Video Game Review: Tony Hawk’s Pro Skater 5
It’s very unlikely that any of these tricks will be landed.
Back in August 1999, gamers the world over were treated to something very special that had never been done before: a skateboarding game that didn’t suck, as the original Tony Hawk’s Pro Skater was released. Before THPS, our skateboarding games suffered from tricky and convoluted control schemes and general cases of “not-fun-ness.”
With it’s amazing soundtrack, friendly and responsive controls and wonderful graphics, THPS paved the way for sequel after sequel, until the titles themselves began to slowly degrade after THPS3. That brings us to the latest installment, Tony Hawk’s Pro Skater 5, a game that had promised to deliver the same arcade-y fun and chaos that once defined the series. But instead…
…we got this. Now, if you’re a veteran of the franchise, you’ll know the basics of spinning, grinding, doing flip tricks and the sort. Square is assigned to flipping your board, circle performs grab moves, triangle allows you to grind along a rail or stall on the lip of a ramp, and the all-important “X” button gets your skater to ollie.
Now, placing that ollie onto a rail successfully is a bit more difficult than it used to be for some reason. In other THPS games, tilting the stick left while grinding along a rail and performing an ollie would make your skater spin that direction with no additional input. In THPS5, you’ve got to balance your grind, perform an ollie and then separately make a new input for your spin.
This may not sound like too big of an issue, but when we compare the playability and speed of the former games to this one, THPS5 is in noticeably worse shape. The left bumper also makes your skateboard shoot blue glitter, which really helps out when you need to bust out a Darkslide before you eat shit on a piece of scenery randomly poking through the ground.
Skaters themselves look alright, as do shirt and board designs, but that’s about it. Everything else looks ripped right from a Nintendo 64 with blurry textures fading in and out, a frame rate that takes a huge nosedive when you turn the camera quickly and characters that clip through just about anything they come into contact with.
One of the highlights of the series has always been the musical selection. This time around, the music goes largely unnoticed and underappreciated because you rarely get to listen to more than 40 seconds of a song, whether you like it or not.
When you’re in the in-game lobby, you can skate around with other people completing simple objectives like collecting S-K-A-T-E or C-O-M-B-O letters, but engaging in another activity will actually load you into a new version of a place you already were. In turn, this skips the song you were listening to, loads another song for about 20 seconds while you complete a task and then switches you back to the “Open” instance of the level again.

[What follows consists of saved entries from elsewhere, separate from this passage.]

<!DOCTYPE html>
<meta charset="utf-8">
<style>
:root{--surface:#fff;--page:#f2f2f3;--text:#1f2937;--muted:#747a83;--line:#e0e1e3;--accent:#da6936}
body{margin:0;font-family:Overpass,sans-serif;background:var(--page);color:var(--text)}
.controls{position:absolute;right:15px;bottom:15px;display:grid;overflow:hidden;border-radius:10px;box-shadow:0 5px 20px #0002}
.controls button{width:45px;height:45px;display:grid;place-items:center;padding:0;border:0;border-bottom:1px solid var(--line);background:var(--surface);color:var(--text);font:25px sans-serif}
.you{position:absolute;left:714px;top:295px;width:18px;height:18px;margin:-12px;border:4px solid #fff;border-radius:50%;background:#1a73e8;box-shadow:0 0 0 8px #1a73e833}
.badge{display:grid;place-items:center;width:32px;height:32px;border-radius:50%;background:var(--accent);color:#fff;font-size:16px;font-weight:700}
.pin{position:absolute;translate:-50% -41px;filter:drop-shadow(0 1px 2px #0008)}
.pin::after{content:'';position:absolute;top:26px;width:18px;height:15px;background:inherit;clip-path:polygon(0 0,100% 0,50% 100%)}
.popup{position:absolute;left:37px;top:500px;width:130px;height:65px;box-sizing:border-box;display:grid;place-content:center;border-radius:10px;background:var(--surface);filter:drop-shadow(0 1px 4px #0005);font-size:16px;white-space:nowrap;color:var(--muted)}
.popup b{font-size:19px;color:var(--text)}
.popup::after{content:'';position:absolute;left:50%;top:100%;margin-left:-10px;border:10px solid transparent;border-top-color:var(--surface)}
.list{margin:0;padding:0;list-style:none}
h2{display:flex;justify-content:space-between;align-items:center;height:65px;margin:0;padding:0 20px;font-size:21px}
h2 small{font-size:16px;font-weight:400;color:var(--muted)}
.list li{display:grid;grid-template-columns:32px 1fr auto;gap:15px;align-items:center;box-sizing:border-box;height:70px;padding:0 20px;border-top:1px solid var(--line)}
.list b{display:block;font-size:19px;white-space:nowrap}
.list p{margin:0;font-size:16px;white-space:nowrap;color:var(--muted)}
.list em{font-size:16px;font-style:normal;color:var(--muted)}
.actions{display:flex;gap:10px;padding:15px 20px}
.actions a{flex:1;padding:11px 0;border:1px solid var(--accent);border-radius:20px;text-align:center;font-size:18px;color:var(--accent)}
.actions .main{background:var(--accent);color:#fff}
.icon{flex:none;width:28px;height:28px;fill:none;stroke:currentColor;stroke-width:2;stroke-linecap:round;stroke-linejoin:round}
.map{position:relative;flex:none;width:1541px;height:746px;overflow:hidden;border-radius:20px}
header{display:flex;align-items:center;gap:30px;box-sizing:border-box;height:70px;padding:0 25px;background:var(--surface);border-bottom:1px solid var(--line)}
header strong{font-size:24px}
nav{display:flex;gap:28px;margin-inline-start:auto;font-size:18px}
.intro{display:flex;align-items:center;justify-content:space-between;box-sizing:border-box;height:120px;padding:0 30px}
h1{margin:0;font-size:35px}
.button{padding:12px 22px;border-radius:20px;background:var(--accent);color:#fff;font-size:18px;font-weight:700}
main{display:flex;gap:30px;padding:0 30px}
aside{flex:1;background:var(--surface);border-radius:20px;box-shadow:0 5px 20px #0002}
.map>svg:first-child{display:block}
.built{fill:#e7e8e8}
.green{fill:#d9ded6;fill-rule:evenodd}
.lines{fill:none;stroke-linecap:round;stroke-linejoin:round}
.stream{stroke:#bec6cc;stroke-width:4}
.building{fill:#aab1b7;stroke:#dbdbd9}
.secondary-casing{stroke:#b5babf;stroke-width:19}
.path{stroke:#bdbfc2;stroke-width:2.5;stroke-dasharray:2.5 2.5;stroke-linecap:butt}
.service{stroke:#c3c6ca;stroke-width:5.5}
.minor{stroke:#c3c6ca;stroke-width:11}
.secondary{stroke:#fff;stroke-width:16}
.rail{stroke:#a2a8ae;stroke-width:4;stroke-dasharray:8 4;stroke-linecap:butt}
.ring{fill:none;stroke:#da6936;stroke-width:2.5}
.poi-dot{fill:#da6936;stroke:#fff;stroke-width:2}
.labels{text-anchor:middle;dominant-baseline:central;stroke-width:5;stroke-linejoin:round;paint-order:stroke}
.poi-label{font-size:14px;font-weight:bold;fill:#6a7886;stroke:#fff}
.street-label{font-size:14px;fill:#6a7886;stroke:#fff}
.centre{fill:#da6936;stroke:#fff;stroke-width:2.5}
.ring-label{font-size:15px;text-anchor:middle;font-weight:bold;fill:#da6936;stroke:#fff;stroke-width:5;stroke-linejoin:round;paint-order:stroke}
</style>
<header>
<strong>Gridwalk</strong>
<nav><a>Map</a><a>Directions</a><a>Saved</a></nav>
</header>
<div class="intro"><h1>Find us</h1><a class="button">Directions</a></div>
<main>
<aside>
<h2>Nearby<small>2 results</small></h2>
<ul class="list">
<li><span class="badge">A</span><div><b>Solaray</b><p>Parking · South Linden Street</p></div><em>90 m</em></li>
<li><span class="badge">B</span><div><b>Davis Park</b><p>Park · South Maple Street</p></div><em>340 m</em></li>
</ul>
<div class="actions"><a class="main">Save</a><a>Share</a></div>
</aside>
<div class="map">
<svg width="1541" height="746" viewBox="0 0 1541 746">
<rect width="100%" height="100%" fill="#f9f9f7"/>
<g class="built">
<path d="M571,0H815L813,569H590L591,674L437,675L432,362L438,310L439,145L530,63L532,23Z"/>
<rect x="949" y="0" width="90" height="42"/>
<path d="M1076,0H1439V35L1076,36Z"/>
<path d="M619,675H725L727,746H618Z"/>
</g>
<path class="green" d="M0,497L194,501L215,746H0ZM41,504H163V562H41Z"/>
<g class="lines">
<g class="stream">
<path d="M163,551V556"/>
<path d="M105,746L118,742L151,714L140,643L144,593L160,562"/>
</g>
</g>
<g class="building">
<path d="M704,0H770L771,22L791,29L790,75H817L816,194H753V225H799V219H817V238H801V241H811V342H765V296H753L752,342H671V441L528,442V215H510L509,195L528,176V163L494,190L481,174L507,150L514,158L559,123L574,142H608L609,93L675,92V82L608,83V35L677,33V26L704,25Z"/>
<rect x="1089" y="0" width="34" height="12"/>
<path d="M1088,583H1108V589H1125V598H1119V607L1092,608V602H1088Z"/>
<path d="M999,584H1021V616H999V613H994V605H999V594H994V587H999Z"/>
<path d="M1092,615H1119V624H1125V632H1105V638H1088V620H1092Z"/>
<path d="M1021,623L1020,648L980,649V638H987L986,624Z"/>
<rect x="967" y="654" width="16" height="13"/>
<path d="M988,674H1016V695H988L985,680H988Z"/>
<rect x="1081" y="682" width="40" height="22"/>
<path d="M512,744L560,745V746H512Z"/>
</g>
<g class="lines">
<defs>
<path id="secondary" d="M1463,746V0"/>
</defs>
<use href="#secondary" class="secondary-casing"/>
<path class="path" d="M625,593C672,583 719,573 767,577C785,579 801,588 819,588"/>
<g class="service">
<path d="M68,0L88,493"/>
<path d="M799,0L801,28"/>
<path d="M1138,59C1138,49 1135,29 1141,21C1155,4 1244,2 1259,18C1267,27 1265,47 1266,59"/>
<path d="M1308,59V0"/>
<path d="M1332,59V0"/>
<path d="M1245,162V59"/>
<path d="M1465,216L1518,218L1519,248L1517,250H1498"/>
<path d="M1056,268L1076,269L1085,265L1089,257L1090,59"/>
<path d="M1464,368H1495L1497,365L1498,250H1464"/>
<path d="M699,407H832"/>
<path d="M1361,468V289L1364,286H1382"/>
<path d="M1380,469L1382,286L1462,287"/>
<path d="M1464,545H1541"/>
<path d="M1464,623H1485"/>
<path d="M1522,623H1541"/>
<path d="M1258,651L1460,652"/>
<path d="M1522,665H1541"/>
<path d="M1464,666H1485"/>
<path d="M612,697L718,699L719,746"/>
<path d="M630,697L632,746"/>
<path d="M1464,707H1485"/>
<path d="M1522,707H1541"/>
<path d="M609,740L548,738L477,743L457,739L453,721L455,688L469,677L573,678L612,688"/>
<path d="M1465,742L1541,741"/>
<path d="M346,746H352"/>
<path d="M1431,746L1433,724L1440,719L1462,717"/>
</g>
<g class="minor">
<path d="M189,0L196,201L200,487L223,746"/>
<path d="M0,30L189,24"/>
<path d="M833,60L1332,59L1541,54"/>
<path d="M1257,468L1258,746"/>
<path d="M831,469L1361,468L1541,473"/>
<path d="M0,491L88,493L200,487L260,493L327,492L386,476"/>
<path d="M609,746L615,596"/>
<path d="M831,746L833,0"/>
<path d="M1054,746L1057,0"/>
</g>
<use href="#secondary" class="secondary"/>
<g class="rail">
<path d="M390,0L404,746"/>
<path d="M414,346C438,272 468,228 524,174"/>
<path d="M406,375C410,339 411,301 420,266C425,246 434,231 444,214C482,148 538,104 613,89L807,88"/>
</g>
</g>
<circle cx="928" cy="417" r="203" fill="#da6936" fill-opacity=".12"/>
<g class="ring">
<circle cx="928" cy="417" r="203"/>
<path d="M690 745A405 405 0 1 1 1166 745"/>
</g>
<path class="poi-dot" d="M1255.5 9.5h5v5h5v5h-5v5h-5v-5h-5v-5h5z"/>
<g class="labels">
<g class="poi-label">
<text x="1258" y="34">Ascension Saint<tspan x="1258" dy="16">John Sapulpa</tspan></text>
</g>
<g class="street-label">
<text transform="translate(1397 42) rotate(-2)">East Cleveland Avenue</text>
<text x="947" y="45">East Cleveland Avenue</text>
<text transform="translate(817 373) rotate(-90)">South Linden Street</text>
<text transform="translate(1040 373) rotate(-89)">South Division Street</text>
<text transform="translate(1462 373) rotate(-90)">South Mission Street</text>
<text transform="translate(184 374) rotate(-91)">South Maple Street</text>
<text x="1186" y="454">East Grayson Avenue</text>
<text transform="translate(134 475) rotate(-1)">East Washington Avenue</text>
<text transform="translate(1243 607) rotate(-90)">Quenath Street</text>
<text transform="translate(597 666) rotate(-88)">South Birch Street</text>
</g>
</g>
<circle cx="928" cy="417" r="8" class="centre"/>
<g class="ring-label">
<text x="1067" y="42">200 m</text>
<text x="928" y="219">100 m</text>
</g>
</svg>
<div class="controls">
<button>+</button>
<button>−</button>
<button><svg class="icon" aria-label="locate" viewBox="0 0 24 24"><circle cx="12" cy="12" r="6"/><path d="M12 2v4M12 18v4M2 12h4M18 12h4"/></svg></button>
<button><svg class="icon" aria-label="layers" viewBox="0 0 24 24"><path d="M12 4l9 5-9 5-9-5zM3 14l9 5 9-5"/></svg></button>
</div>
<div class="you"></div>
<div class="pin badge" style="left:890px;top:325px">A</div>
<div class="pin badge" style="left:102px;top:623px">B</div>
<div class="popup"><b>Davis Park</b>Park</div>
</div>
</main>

So, in typically less than a minute you will hear 3-to-5 songs. There’s also no way to skip or go back, so if you missed your groovy tune then it’s tough rocks, you’ve got to wait at least 10 minutes to hear it again.
Really, THPS5 isn’t all bad. It just isn’t at all good. A terrible collision detection system makes grinding the correct rail a pain in the ass, and landing a spinning grab move is far more difficult than it should be. Many of these problems actually have to do with each skater sucking total ass until you can get them beefed up.
Remember the time you started up THPS2, picked Tony Hawk and pulled off a 900 Christ Air in the first nine seconds? That will not happen here, as every skater needs to be leveled up separately. So you’re forced to jump in and play as skateboarders who are just as bad in-game as you probably are in real life.
We will say that there are still plenty of THPS-like challenges to complete, like ridding an empty pool of beach balls with your face, but as mentioned above a lot of the time your skater just sucks too bad to effectively complete a goal. In the first tutorial there’s even a ring to jump through located high above a quarter-pipe, and we dare say most players will have to give that at least 3-to-5 tries to snag it.
The rest of the game is comprised of painfully working through sloppy mechanics to earn enough XP to level up your skater, in order to earn enough Stars to unlock the next level. You can also create your own park or download someone else’s, but there are severe frame rate issues on most downloaded parks.
If we were Mr. Hawk, we’d honestly be mad. Not mad that Tony Hawk’s Pro Skater 5 isn’t great, but rather that it’s a perfect example of releasing an unfinished game. Perhaps even a few more weeks dedicated to smoothing out the controls and tightening up some graphical ends could have really had us going to the park every damn day like we used to. Right now? There’s no reason to pick this up over practically any other THPS game. Except Ride.